## DIRECTIONS FOR THIS TASK
Give the records again exactly, with every character kept.

[Stored data]
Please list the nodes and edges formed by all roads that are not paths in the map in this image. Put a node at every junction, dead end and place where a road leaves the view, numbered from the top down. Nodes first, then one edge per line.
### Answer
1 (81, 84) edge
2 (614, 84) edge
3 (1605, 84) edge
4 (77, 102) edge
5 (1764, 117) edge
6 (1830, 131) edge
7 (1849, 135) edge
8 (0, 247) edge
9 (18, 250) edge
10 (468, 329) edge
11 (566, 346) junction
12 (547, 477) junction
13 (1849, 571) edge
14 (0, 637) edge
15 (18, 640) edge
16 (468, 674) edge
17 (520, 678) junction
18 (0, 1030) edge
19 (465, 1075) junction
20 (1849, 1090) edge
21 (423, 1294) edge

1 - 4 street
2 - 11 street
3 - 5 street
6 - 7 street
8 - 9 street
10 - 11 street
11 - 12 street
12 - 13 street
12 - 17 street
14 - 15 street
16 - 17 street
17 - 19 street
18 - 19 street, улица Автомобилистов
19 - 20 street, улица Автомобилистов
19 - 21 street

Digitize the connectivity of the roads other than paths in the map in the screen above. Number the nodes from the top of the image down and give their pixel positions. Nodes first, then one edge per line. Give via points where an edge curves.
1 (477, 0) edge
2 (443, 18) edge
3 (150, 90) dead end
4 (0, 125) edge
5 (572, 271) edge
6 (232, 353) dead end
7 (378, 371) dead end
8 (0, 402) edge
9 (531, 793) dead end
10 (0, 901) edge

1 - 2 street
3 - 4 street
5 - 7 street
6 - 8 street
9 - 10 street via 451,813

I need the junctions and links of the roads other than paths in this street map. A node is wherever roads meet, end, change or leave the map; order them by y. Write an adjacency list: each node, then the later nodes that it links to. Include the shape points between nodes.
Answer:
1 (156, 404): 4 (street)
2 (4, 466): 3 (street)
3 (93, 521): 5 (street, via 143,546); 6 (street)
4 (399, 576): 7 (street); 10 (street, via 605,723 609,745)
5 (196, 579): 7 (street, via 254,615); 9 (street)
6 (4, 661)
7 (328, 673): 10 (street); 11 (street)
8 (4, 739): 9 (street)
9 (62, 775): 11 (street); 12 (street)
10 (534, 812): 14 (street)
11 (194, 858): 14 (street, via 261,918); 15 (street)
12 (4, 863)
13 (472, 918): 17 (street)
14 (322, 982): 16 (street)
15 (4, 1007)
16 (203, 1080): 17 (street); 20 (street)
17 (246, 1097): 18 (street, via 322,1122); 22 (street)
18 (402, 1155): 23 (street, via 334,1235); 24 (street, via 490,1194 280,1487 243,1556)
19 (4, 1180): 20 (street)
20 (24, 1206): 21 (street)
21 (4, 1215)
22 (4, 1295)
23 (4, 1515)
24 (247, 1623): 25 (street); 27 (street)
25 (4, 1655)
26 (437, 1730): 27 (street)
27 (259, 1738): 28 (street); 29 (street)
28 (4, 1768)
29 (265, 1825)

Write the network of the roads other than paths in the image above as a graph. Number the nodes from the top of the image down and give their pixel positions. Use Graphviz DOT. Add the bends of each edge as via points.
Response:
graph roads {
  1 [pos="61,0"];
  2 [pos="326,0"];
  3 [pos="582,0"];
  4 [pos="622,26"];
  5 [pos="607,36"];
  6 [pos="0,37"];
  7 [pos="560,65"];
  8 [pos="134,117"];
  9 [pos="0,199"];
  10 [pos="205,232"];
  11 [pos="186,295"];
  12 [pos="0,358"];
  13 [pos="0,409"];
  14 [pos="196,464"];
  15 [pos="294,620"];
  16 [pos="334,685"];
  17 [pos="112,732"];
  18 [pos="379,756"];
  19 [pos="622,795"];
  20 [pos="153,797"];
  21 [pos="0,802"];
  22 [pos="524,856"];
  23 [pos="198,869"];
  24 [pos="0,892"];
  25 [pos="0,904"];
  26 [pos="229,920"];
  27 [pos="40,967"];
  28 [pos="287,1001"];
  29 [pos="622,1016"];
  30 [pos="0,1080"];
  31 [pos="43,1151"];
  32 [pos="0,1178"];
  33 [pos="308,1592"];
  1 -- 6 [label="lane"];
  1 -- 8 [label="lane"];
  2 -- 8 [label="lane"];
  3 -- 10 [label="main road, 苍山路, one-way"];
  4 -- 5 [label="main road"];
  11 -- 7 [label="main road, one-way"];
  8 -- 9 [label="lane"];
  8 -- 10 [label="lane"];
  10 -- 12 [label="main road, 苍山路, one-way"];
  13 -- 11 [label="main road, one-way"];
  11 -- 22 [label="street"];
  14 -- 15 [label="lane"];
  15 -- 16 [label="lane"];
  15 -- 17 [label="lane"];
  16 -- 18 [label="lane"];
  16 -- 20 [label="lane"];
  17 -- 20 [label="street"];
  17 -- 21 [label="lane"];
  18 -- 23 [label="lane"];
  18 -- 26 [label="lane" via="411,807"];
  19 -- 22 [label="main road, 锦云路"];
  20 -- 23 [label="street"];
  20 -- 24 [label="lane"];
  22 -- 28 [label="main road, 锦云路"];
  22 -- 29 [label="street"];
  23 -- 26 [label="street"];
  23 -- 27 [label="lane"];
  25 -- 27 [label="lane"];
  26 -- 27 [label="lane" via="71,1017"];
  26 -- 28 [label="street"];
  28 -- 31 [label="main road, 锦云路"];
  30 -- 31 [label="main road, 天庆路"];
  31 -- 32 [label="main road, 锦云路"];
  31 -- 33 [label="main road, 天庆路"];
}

## TASK ANSWER
Please list the nodes and edges formed by all roads that are not paths in the map in this image. Put a node at every junction, dead end and place where a road leaves the view, numbered from the top down. Nodes first, then one edge per line.
### Answer
1 (81, 84) edge
2 (614, 84) edge
3 (1605, 84) edge
4 (77, 102) edge
5 (1764, 117) edge
6 (1830, 131) edge
7 (1849, 135) edge
8 (0, 247) edge
9 (18, 250) edge
10 (468, 329) edge
11 (566, 346) junction
12 (547, 477) junction
13 (1849, 571) edge
14 (0, 637) edge
15 (18, 640) edge
16 (468, 674) edge
17 (520, 678) junction
18 (0, 1030) edge
19 (465, 1075) junction
20 (1849, 1090) edge
21 (423, 1294) edge

1 - 4 street
2 - 11 street
3 - 5 street
6 - 7 street
8 - 9 street
10 - 11 street
11 - 12 street
12 - 13 street
12 - 17 street
14 - 15 street
16 - 17 street
17 - 19 street
18 - 19 street, улица Автомобилистов
19 - 20 street, улица Автомобилистов
19 - 21 street

Digitize the connectivity of the roads other than paths in the map in the screen above. Number the nodes from the top of the image down and give their pixel positions. Nodes first, then one edge per line. Give via points where an edge curves.
1 (477, 0) edge
2 (443, 18) edge
3 (150, 90) dead end
4 (0, 125) edge
5 (572, 271) edge
6 (232, 353) dead end
7 (378, 371) dead end
8 (0, 402) edge
9 (531, 793) dead end
10 (0, 901) edge

1 - 2 street
3 - 4 street
5 - 7 street
6 - 8 street
9 - 10 street via 451,813

I need the junctions and links of the roads other than paths in this street map. A node is wherever roads meet, end, change or leave the map; order them by y. Write an adjacency list: each node, then the later nodes that it links to. Include the shape points between nodes.
Answer:
1 (156, 404): 4 (street)
2 (4, 466): 3 (street)
3 (93, 521): 5 (street, via 143,546); 6 (street)
4 (399, 576): 7 (street); 10 (street, via 605,723 609,745)
5 (196, 579): 7 (street, via 254,615); 9 (street)
6 (4, 661)
7 (328, 673): 10 (street); 11 (street)
8 (4, 739): 9 (street)
9 (62, 775): 11 (street); 12 (street)
10 (534, 812): 14 (street)
11 (194, 858): 14 (street, via 261,918); 15 (street)
12 (4, 863)
13 (472, 918): 17 (street)
14 (322, 982): 16 (street)
15 (4, 1007)
16 (203, 1080): 17 (street); 20 (street)
17 (246, 1097): 18 (street, via 322,1122); 22 (street)
18 (402, 1155): 23 (street, via 334,1235); 24 (street, via 490,1194 280,1487 243,1556)
19 (4, 1180): 20 (street)
20 (24, 1206): 21 (street)
21 (4, 1215)
22 (4, 1295)
23 (4, 1515)
24 (247, 1623): 25 (street); 27 (street)
25 (4, 1655)
26 (437, 1730): 27 (street)
27 (259, 1738): 28 (street); 29 (street)
28 (4, 1768)
29 (265, 1825)

Write the network of the roads other than paths in the image above as a graph. Number the nodes from the top of the image down and give their pixel positions. Use Graphviz DOT. Add the bends of each edge as via points.
Response:
graph roads {
  1 [pos="61,0"];
  2 [pos="326,0"];
  3 [pos="582,0"];
  4 [pos="622,26"];
  5 [pos="607,36"];
  6 [pos="0,37"];
  7 [pos="560,65"];
  8 [pos="134,117"];
  9 [pos="0,199"];
  10 [pos="205,232"];
  11 [pos="186,295"];
  12 [pos="0,358"];
  13 [pos="0,409"];
  14 [pos="196,464"];
  15 [pos="294,620"];
  16 [pos="334,685"];
  17 [pos="112,732"];
  18 [pos="379,756"];
  19 [pos="622,795"];
  20 [pos="153,797"];
  21 [pos="0,802"];
  22 [pos="524,856"];
  23 [pos="198,869"];
  24 [pos="0,892"];
  25 [pos="0,904"];
  26 [pos="229,920"];
  27 [pos="40,967"];
  28 [pos="287,1001"];
  29 [pos="622,1016"];
  30 [pos="0,1080"];
  31 [pos="43,1151"];
  32 [pos="0,1178"];
  33 [pos="308,1592"];
  1 -- 6 [label="lane"];
  1 -- 8 [label="lane"];
  2 -- 8 [label="lane"];
  3 -- 10 [label="main road, 苍山路, one-way"];
  4 -- 5 [label="main road"];
  11 -- 7 [label="main road, one-way"];
  8 -- 9 [label="lane"];
  8 -- 10 [label="lane"];
  10 -- 12 [label="main road, 苍山路, one-way"];
  13 -- 11 [label="main road, one-way"];
  11 -- 22 [label="street"];
  14 -- 15 [label="lane"];
  15 -- 16 [label="lane"];
  15 -- 17 [label="lane"];
  16 -- 18 [label="lane"];
  16 -- 20 [label="lane"];
  17 -- 20 [label="street"];
  17 -- 21 [label="lane"];
  18 -- 23 [label="lane"];
  18 -- 26 [label="lane" via="411,807"];
  19 -- 22 [label="main road, 锦云路"];
  20 -- 23 [label="street"];
  20 -- 24 [label="lane"];
  22 -- 28 [label="main road, 锦云路"];
  22 -- 29 [label="street"];
  23 -- 26 [label="street"];
  23 -- 27 [label="lane"];
  25 -- 27 [label="lane"];
  26 -- 27 [label="lane" via="71,1017"];
  26 -- 28 [label="street"];
  28 -- 31 [label="main road, 锦云路"];
  30 -- 31 [label="main road, 天庆路"];
  31 -- 32 [label="main road, 锦云路"];
  31 -- 33 [label="main road, 天庆路"];
}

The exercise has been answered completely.